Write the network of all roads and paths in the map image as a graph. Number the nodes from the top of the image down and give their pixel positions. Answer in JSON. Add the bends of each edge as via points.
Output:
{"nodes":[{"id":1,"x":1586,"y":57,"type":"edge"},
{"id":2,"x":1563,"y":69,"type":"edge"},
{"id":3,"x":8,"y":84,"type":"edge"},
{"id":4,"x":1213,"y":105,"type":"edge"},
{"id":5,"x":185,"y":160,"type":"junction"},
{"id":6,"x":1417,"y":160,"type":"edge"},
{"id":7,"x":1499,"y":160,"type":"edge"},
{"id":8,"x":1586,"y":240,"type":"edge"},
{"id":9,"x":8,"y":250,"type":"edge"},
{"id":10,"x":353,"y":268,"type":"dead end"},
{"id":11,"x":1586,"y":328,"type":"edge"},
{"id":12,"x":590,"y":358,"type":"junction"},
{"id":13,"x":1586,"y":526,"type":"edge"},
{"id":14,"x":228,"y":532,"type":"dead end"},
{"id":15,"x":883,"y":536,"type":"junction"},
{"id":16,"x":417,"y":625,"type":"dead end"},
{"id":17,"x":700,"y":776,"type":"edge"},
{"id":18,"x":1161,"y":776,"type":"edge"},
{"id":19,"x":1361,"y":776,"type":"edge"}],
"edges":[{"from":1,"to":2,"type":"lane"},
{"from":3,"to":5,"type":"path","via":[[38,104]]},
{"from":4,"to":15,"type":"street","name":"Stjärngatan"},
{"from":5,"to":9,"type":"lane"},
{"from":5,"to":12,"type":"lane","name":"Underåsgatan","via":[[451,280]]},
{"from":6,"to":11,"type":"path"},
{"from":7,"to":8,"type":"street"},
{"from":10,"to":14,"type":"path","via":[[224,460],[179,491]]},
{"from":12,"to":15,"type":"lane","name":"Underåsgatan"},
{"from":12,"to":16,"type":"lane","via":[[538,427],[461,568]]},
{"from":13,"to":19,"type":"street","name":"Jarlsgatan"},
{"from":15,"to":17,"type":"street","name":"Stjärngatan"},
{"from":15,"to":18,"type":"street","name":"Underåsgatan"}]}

=-=-=-=-=

**Goal of the exercise:**
Lines in the records above that contain the word "lane" need to be counted; the reply is that number and nothing else.

**Completed task:**
5